Nice Guys escape the Friend's Zone.
21. Do you feel attractive?
I know when I was in the friend’s zone constantly I never felt attractive. Women called me cute, and nice. Far from attractive. The clear reason for them choosing these adjectives was the lack of deep feelings associated with me. Granted cute is emotional when you’re pinching a kid’s cheek, but calling a full-grown adult, cute or nice, is far from an attractive compliment.
—————————-
MAN:
(leans in for a kiss and she pulls back)
What’s the matter? Don’t you find me attractive?
WOMAN:
(trying to be nice)
No that’s not it all. I think you’re cute, and so nice. But I just don’t like you that way.
—————————-
WOMAN:
(trying to figure out if he like her)
Do you think I’m good-looking?
MAN:
(trying to be nice)
Of course I do. I’m just not ready to start a relationship with someone right now.
—————————-
Nice implies no feelings one way or another. It’s nice. She’s nice. He is nice. Typical cop-out compliment designed to avoid the truth, which was,
“I’m not attracted to you at all. You do absolutely nothing to make me feel more for you than I do the family dog.”

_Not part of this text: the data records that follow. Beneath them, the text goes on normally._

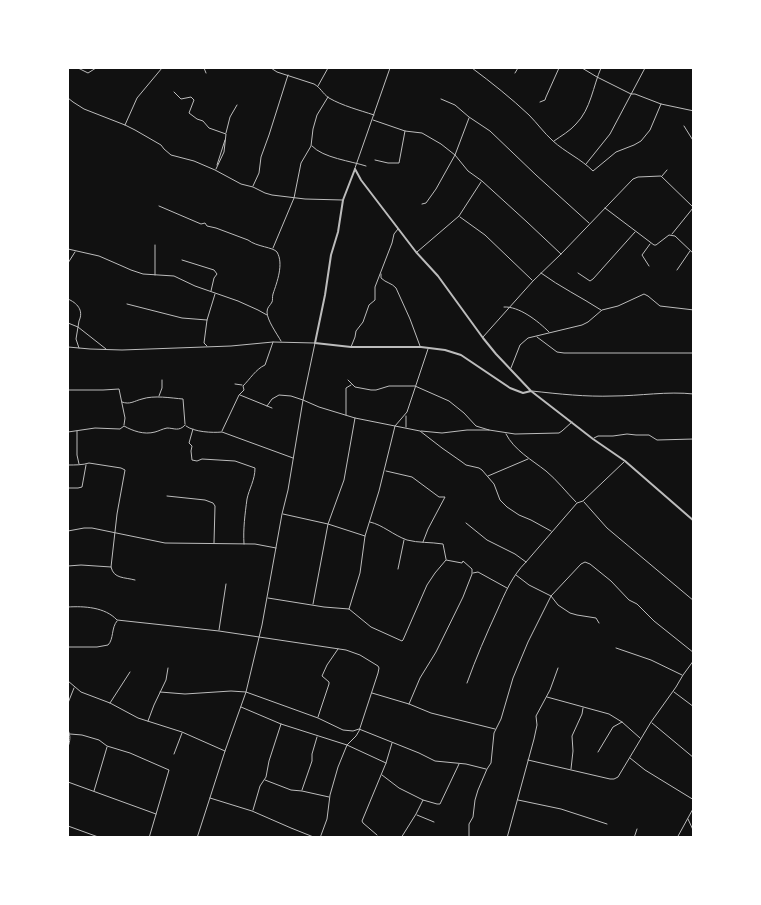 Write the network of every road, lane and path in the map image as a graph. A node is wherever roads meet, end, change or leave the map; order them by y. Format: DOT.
graph roads {
  1 [pos="78,68"];
  2 [pos="96,68"];
  3 [pos="162,68"];
  4 [pos="204,68"];
  5 [pos="272,68"];
  6 [pos="278,68"];
  7 [pos="328,68"];
  8 [pos="390,68"];
  9 [pos="472,68"];
  10 [pos="518,68"];
  11 [pos="559,68"];
  12 [pos="582,68"];
  13 [pos="602,68"];
  14 [pos="645,68"];
  15 [pos="277,72"];
  16 [pos="206,73"];
  17 [pos="515,73"];
  18 [pos="288,75"];
  19 [pos="597,77"];
  20 [pos="318,86"];
  21 [pos="174,92"];
  22 [pos="631,94"];
  23 [pos="328,97"];
  24 [pos="68,98"];
  25 [pos="441,98"];
  26 [pos="540,102"];
  27 [pos="661,104"];
  28 [pos="237,105"];
  29 [pos="694,111"];
  30 [pos="374,115"];
  31 [pos="469,117"];
  32 [pos="373,120"];
  33 [pos="125,125"];
  34 [pos="684,126"];
  35 [pos="405,131"];
  36 [pos="226,134"];
  37 [pos="554,142"];
  38 [pos="694,142"];
  39 [pos="311,146"];
  40 [pos="455,155"];
  41 [pos="375,160"];
  42 [pos="356,163"];
  43 [pos="586,164"];
  44 [pos="366,166"];
  45 [pos="355,169"];
  46 [pos="216,170"];
  47 [pos="667,170"];
  48 [pos="661,176"];
  49 [pos="353,177"];
  50 [pos="361,180"];
  51 [pos="482,181"];
  52 [pos="253,187"];
  53 [pos="294,198"];
  54 [pos="343,200"];
  55 [pos="422,204"];
  56 [pos="159,206"];
  57 [pos="605,208"];
  58 [pos="693,208"];
  59 [pos="459,216"];
  60 [pos="590,224"];
  61 [pos="398,229"];
  62 [pos="636,232"];
  63 [pos="672,235"];
  64 [pos="651,244"];
  65 [pos="154,245"];
  66 [pos="273,248"];
  67 [pos="68,249"];
  68 [pos="690,250"];
  69 [pos="76,252"];
  70 [pos="416,252"];
  71 [pos="561,254"];
  72 [pos="694,254"];
  73 [pos="182,260"];
  74 [pos="68,263"];
  75 [pos="650,266"];
  76 [pos="677,270"];
  77 [pos="541,272"];
  78 [pos="380,273"];
  79 [pos="578,273"];
  80 [pos="155,275"];
  81 [pos="533,281"];
  82 [pos="211,291"];
  83 [pos="215,294"];
  84 [pos="68,299"];
  85 [pos="127,304"];
  86 [pos="504,307"];
  87 [pos="510,307"];
  88 [pos="602,310"];
  89 [pos="694,310"];
  90 [pos="267,311"];
  91 [pos="263,313"];
  92 [pos="268,316"];
  93 [pos="206,320"];
  94 [pos="79,321"];
  95 [pos="68,323"];
  96 [pos="74,325"];
  97 [pos="78,327"];
  98 [pos="549,332"];
  99 [pos="536,336"];
  100 [pos="483,338"];
  101 [pos="273,342"];
  102 [pos="281,342"];
  103 [pos="315,343"];
  104 [pos="207,346"];
  105 [pos="68,347"];
  106 [pos="351,347"];
  107 [pos="421,347"];
  108 [pos="79,348"];
  109 [pos="429,348"];
  110 [pos="107,350"];
  111 [pos="694,353"];
  112 [pos="511,368"];
  113 [pos="162,380"];
  114 [pos="348,380"];
  115 [pos="236,384"];
  116 [pos="351,385"];
  117 [pos="243,386"];
  118 [pos="415,386"];
  119 [pos="68,390"];
  120 [pos="531,390"];
  121 [pos="694,394"];
  122 [pos="239,395"];
  123 [pos="159,397"];
  124 [pos="303,400"];
  125 [pos="122,402"];
  126 [pos="267,406"];
  127 [pos="272,408"];
  128 [pos="346,415"];
  129 [pos="406,415"];
  130 [pos="355,418"];
  131 [pos="572,422"];
  132 [pos="185,425"];
  133 [pos="124,426"];
  134 [pos="395,426"];
  135 [pos="406,428"];
  136 [pos="193,429"];
  137 [pos="77,430"];
  138 [pos="489,430"];
  139 [pos="420,431"];
  140 [pos="68,432"];
  141 [pos="222,432"];
  142 [pos="506,433"];
  143 [pos="593,439"];
  144 [pos="694,439"];
  145 [pos="293,458"];
  146 [pos="528,458"];
  147 [pos="625,461"];
  148 [pos="79,464"];
  149 [pos="86,464"];
  150 [pos="68,465"];
  151 [pos="385,468"];
  152 [pos="488,476"];
  153 [pos="68,488"];
  154 [pos="167,496"];
  155 [pos="583,502"];
  156 [pos="576,503"];
  157 [pos="282,514"];
  158 [pos="694,521"];
  159 [pos="369,522"];
  160 [pos="466,523"];
  161 [pos="328,524"];
  162 [pos="68,531"];
  163 [pos="551,531"];
  164 [pos="116,533"];
  165 [pos="365,536"];
  166 [pos="404,539"];
  167 [pos="423,542"];
  168 [pos="214,544"];
  169 [pos="244,544"];
  170 [pos="276,548"];
  171 [pos="446,560"];
  172 [pos="526,562"];
  173 [pos="68,566"];
  174 [pos="111,567"];
  175 [pos="398,569"];
  176 [pos="472,569"];
  177 [pos="478,572"];
  178 [pos="472,574"];
  179 [pos="515,575"];
  180 [pos="135,580"];
  181 [pos="226,584"];
  182 [pos="507,588"];
  183 [pos="551,596"];
  184 [pos="267,598"];
  185 [pos="694,601"];
  186 [pos="313,605"];
  187 [pos="68,607"];
  188 [pos="350,609"];
  189 [pos="117,620"];
  190 [pos="598,623"];
  191 [pos="219,631"];
  192 [pos="259,637"];
  193 [pos="68,646"];
  194 [pos="616,648"];
  195 [pos="339,649"];
  196 [pos="694,653"];
  197 [pos="694,660"];
  198 [pos="168,668"];
  199 [pos="558,668"];
  200 [pos="130,672"];
  201 [pos="683,676"];
  202 [pos="68,681"];
  203 [pos="467,682"];
  204 [pos="75,687"];
  205 [pos="160,692"];
  206 [pos="246,692"];
  207 [pos="673,692"];
  208 [pos="371,693"];
  209 [pos="547,696"];
  210 [pos="68,703"];
  211 [pos="110,703"];
  212 [pos="409,704"];
  213 [pos="240,707"];
  214 [pos="583,707"];
  215 [pos="694,707"];
  216 [pos="318,718"];
  217 [pos="148,721"];
  218 [pos="622,722"];
  219 [pos="651,722"];
  220 [pos="281,724"];
  221 [pos="359,729"];
  222 [pos="496,729"];
  223 [pos="68,730"];
  224 [pos="182,732"];
  225 [pos="70,734"];
  226 [pos="317,736"];
  227 [pos="640,738"];
  228 [pos="393,742"];
  229 [pos="347,745"];
  230 [pos="107,746"];
  231 [pos="68,747"];
  232 [pos="225,750"];
  233 [pos="598,752"];
  234 [pos="174,754"];
  235 [pos="630,757"];
  236 [pos="694,758"];
  237 [pos="528,760"];
  238 [pos="386,763"];
  239 [pos="459,763"];
  240 [pos="487,769"];
  241 [pos="571,770"];
  242 [pos="381,774"];
  243 [pos="265,780"];
  244 [pos="68,782"];
  245 [pos="302,791"];
  246 [pos="94,792"];
  247 [pos="330,797"];
  248 [pos="210,798"];
  249 [pos="423,800"];
  250 [pos="518,800"];
  251 [pos="694,800"];
  252 [pos="694,807"];
  253 [pos="252,811"];
  254 [pos="156,814"];
  255 [pos="416,814"];
  256 [pos="688,818"];
  257 [pos="434,822"];
  258 [pos="607,824"];
  259 [pos="68,826"];
  260 [pos="637,829"];
  261 [pos="694,832"];
  262 [pos="377,834"];
  263 [pos="101,838"];
  264 [pos="149,838"];
  265 [pos="197,838"];
  266 [pos="316,838"];
  267 [pos="320,838"];
  268 [pos="400,838"];
  269 [pos="469,838"];
  270 [pos="507,838"];
  271 [pos="634,838"];
  272 [pos="676,838"];
  1 -- 2 [label="street"];
  3 -- 33 [label="street"];
  4 -- 16 [label="street"];
  5 -- 15 [label="street"];
  6 -- 15 [label="street"];
  7 -- 20 [label="street"];
  8 -- 30 [label="street"];
  9 -- 37 [label="street"];
  10 -- 17 [label="street"];
  11 -- 26 [label="street"];
  12 -- 19 [label="street"];
  13 -- 19 [label="street"];
  14 -- 22 [label="street"];
  15 -- 18 [label="street"];
  18 -- 20 [label="street"];
  18 -- 52 [label="street"];
  19 -- 22 [label="street"];
  19 -- 37 [label="street"];
  20 -- 23 [label="street"];
  21 -- 36 [label="street"];
  22 -- 27 [label="street"];
  22 -- 43 [label="street"];
  23 -- 30 [label="street"];
  23 -- 39 [label="street"];
  24 -- 33 [label="street"];
  25 -- 31 [label="street"];
  27 -- 29 [label="street"];
  27 -- 43 [label="street"];
  28 -- 36 [label="street"];
  30 -- 32 [label="street"];
  31 -- 40 [label="street"];
  31 -- 60 [label="street"];
  32 -- 35 [label="street"];
  32 -- 42 [label="street"];
  33 -- 46 [label="street"];
  34 -- 38 [label="street"];
  35 -- 40 [label="street"];
  35 -- 41 [label="street"];
  36 -- 46 [label="street"];
  37 -- 43 [label="street"];
  39 -- 42 [label="street"];
  39 -- 53 [label="street"];
  40 -- 51 [label="street"];
  40 -- 55 [label="street"];
  42 -- 44 [label="street"];
  42 -- 45 [label="street"];
  45 -- 49 [label="street"];
  45 -- 50 [label="street"];
  46 -- 52 [label="street"];
  47 -- 48 [label="street"];
  48 -- 57 [label="street"];
  48 -- 58 [label="street"];
  49 -- 50 [label="street"];
  49 -- 54 [label="street"];
  50 -- 61 [label="street"];
  51 -- 59 [label="street"];
  51 -- 71 [label="street"];
  52 -- 53 [label="street"];
  53 -- 54 [label="street"];
  53 -- 66 [label="street"];
  54 -- 103 [label="street"];
  56 -- 66 [label="street"];
  57 -- 60 [label="street"];
  57 -- 62 [label="street"];
  58 -- 63 [label="street"];
  59 -- 70 [label="street"];
  59 -- 81 [label="street"];
  60 -- 71 [label="street"];
  61 -- 70 [label="street"];
  61 -- 78 [label="street"];
  62 -- 64 [label="street"];
  62 -- 79 [label="street"];
  63 -- 64 [label="street"];
  63 -- 68 [label="street"];
  64 -- 75 [label="street"];
  65 -- 80 [label="street"];
  66 -- 90 [label="street"];
  67 -- 69 [label="street"];
  68 -- 72 [label="street"];
  68 -- 76 [label="street"];
  69 -- 74 [label="street"];
  69 -- 80 [label="street"];
  70 -- 100 [label="street"];
  71 -- 77 [label="street"];
  73 -- 82 [label="street"];
  77 -- 81 [label="street"];
  77 -- 88 [label="street"];
  78 -- 106 [label="street"];
  78 -- 107 [label="street"];
  80 -- 82 [label="street"];
  81 -- 87 [label="street"];
  82 -- 83 [label="street"];
  83 -- 91 [label="street"];
  83 -- 93 [label="street"];
  84 -- 94 [label="street"];
  85 -- 93 [label="street"];
  86 -- 87 [label="street"];
  87 -- 98 [label="street"];
  87 -- 100 [label="street"];
  88 -- 89 [label="street"];
  88 -- 98 [label="street"];
  90 -- 91 [label="street"];
  90 -- 92 [label="street"];
  91 -- 92 [label="street"];
  92 -- 102 [label="street"];
  93 -- 104 [label="street"];
  94 -- 96 [label="street"];
  94 -- 97 [label="street"];
  95 -- 96 [label="street"];
  96 -- 97 [label="street"];
  97 -- 108 [label="street"];
  97 -- 110 [label="street"];
  98 -- 99 [label="street"];
  99 -- 111 [label="street"];
  99 -- 112 [label="street"];
  100 -- 112 [label="street"];
  101 -- 102 [label="street"];
  101 -- 104 [label="street"];
  101 -- 117 [label="street"];
  102 -- 103 [label="street"];
  103 -- 106 [label="street"];
  103 -- 124 [label="street"];
  104 -- 110 [label="street"];
  105 -- 108 [label="street"];
  106 -- 107 [label="street"];
  107 -- 109 [label="street"];
  108 -- 110 [label="street"];
  109 -- 118 [label="street"];
  109 -- 120 [label="street"];
  112 -- 120 [label="street"];
  113 -- 123 [label="street"];
  114 -- 116 [label="street"];
  115 -- 117 [label="street"];
  116 -- 118 [label="street"];
  116 -- 128 [label="street"];
  117 -- 122 [label="street"];
  118 -- 129 [label="street"];
  118 -- 138 [label="street"];
  119 -- 125 [label="street"];
  120 -- 121 [label="street"];
  120 -- 131 [label="street"];
  122 -- 126 [label="street"];
  122 -- 141 [label="street"];
  123 -- 125 [label="street"];
  123 -- 132 [label="street"];
  124 -- 126 [label="street"];
  124 -- 128 [label="street"];
  124 -- 145 [label="street"];
  125 -- 133 [label="street"];
  126 -- 127 [label="street"];
  128 -- 130 [label="street"];
  129 -- 134 [label="street"];
  129 -- 135 [label="street"];
  130 -- 134 [label="street"];
  130 -- 161 [label="street"];
  131 -- 142 [label="street"];
  131 -- 143 [label="street"];
  132 -- 133 [label="street"];
  132 -- 136 [label="street"];
  133 -- 137 [label="street"];
  134 -- 135 [label="street"];
  134 -- 151 [label="street"];
  135 -- 139 [label="street"];
  136 -- 141 [label="street"];
  136 -- 169 [label="street"];
  137 -- 140 [label="street"];
  137 -- 148 [label="street"];
  138 -- 139 [label="street"];
  138 -- 142 [label="street"];
  139 -- 152 [label="street"];
  141 -- 145 [label="street"];
  142 -- 146 [label="street"];
  143 -- 144 [label="street"];
  143 -- 147 [label="street"];
  145 -- 157 [label="street"];
  146 -- 152 [label="street"];
  146 -- 156 [label="street"];
  147 -- 155 [label="street"];
  147 -- 158 [label="street"];
  148 -- 149 [label="street"];
  148 -- 150 [label="street"];
  149 -- 153 [label="street"];
  149 -- 164 [label="street"];
  151 -- 159 [label="street"];
  151 -- 167 [label="street"];
  152 -- 163 [label="street"];
  154 -- 168 [label="street"];
  155 -- 156 [label="street"];
  155 -- 185 [label="street"];
  156 -- 163 [label="street"];
  157 -- 161 [label="street"];
  157 -- 170 [label="street"];
  159 -- 165 [label="street"];
  159 -- 166 [label="street"];
  160 -- 172 [label="street"];
  161 -- 165 [label="street"];
  161 -- 186 [label="street"];
  162 -- 164 [label="street"];
  163 -- 172 [label="street"];
  164 -- 168 [label="street"];
  164 -- 174 [label="street"];
  165 -- 188 [label="street"];
  166 -- 167 [label="street"];
  166 -- 175 [label="street"];
  167 -- 171 [label="street"];
  168 -- 169 [label="street"];
  169 -- 170 [label="street"];
  170 -- 184 [label="street"];
  171 -- 176 [label="street"];
  171 -- 188 [label="street"];
  172 -- 179 [label="street"];
  173 -- 174 [label="street"];
  174 -- 180 [label="street"];
  176 -- 177 [label="street"];
  176 -- 178 [label="street"];
  177 -- 178 [label="street"];
  177 -- 182 [label="street"];
  178 -- 212 [label="street"];
  179 -- 182 [label="street"];
  179 -- 183 [label="street"];
  181 -- 191 [label="street"];
  182 -- 203 [label="street"];
  183 -- 190 [label="street"];
  183 -- 196 [label="street"];
  183 -- 222 [label="street"];
  184 -- 186 [label="street"];
  184 -- 192 [label="street"];
  186 -- 188 [label="street"];
  187 -- 189 [label="street"];
  189 -- 191 [label="street"];
  189 -- 193 [label="street"];
  191 -- 192 [label="street"];
  192 -- 195 [label="street"];
  192 -- 206 [label="street"];
  194 -- 201 [label="street"];
  195 -- 208 [label="street"];
  195 -- 216 [label="street"];
  197 -- 201 [label="street"];
  198 -- 205 [label="street"];
  199 -- 209 [label="street"];
  200 -- 211 [label="street"];
  201 -- 207 [label="street"];
  202 -- 204 [label="street"];
  204 -- 210 [label="street"];
  204 -- 211 [label="street"];
  205 -- 206 [label="street"];
  205 -- 217 [label="street"];
  206 -- 213 [label="street"];
  206 -- 216 [label="street"];
  207 -- 215 [label="street"];
  207 -- 219 [label="street"];
  208 -- 212 [label="street"];
  208 -- 221 [label="street"];
  209 -- 214 [label="street"];
  209 -- 237 [label="street"];
  211 -- 217 [label="street"];
  212 -- 222 [label="street"];
  213 -- 220 [label="street"];
  213 -- 232 [label="street"];
  214 -- 218 [label="street"];
  214 -- 241 [label="street"];
  216 -- 221 [label="street"];
  217 -- 224 [label="street"];
  218 -- 227 [label="street"];
  218 -- 233 [label="street"];
  219 -- 227 [label="street"];
  219 -- 236 [label="street"];
  220 -- 226 [label="street"];
  220 -- 243 [label="street"];
  221 -- 228 [label="street"];
  221 -- 229 [label="street"];
  222 -- 240 [label="street"];
  223 -- 225 [label="street"];
  224 -- 232 [label="street"];
  224 -- 234 [label="street"];
  225 -- 230 [label="street"];
  225 -- 231 [label="street"];
  226 -- 229 [label="street"];
  226 -- 245 [label="street"];
  227 -- 235 [label="street"];
  228 -- 238 [label="street"];
  228 -- 239 [label="street"];
  229 -- 238 [label="street"];
  229 -- 247 [label="street"];
  230 -- 246 [label="street"];
  230 -- 254 [label="street"];
  232 -- 248 [label="street"];
  235 -- 241 [label="street"];
  235 -- 251 [label="street"];
  237 -- 241 [label="street"];
  237 -- 250 [label="street"];
  238 -- 242 [label="street"];
  239 -- 240 [label="street"];
  239 -- 249 [label="street"];
  240 -- 269 [label="street"];
  242 -- 249 [label="street"];
  242 -- 262 [label="street"];
  243 -- 245 [label="street"];
  243 -- 253 [label="street"];
  244 -- 246 [label="street"];
  245 -- 247 [label="street"];
  246 -- 254 [label="street"];
  247 -- 267 [label="street"];
  248 -- 253 [label="street"];
  248 -- 265 [label="street"];
  249 -- 255 [label="street"];
  250 -- 258 [label="street"];
  250 -- 270 [label="street"];
  252 -- 256 [label="street"];
  253 -- 266 [label="street"];
  254 -- 264 [label="street"];
  255 -- 257 [label="street"];
  255 -- 268 [label="street"];
  256 -- 261 [label="street"];
  256 -- 272 [label="street"];
  259 -- 263 [label="street"];
  260 -- 271 [label="street"];
}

And dog’s are cute and funny and easily lovable, but unless you’re into some crazy shit, they are not attractive sexually to humans. I know, comparing a relationship between a man and woman and a relationship between someone and their dog is rude. But the truth is when I was in those nasty friendship/love relationships with women, that is all I felt like. No better than her dog.
My friend put it to me this one way day about how he felt with a women who only wanted to friends with him,
“If I wanted another friend, I would have adopted a dog!”
Hits hard, doesn’t it?
This question is about how you feel and without a doubt is directly correlated to being in the friend\’s zone, consistently.
This question is also about the energy you direct towards others. People who feel attractive, have a strong energy coming from that others pick up on intuitively.. They sense it instinctively. But it may not mean you will attract those you want.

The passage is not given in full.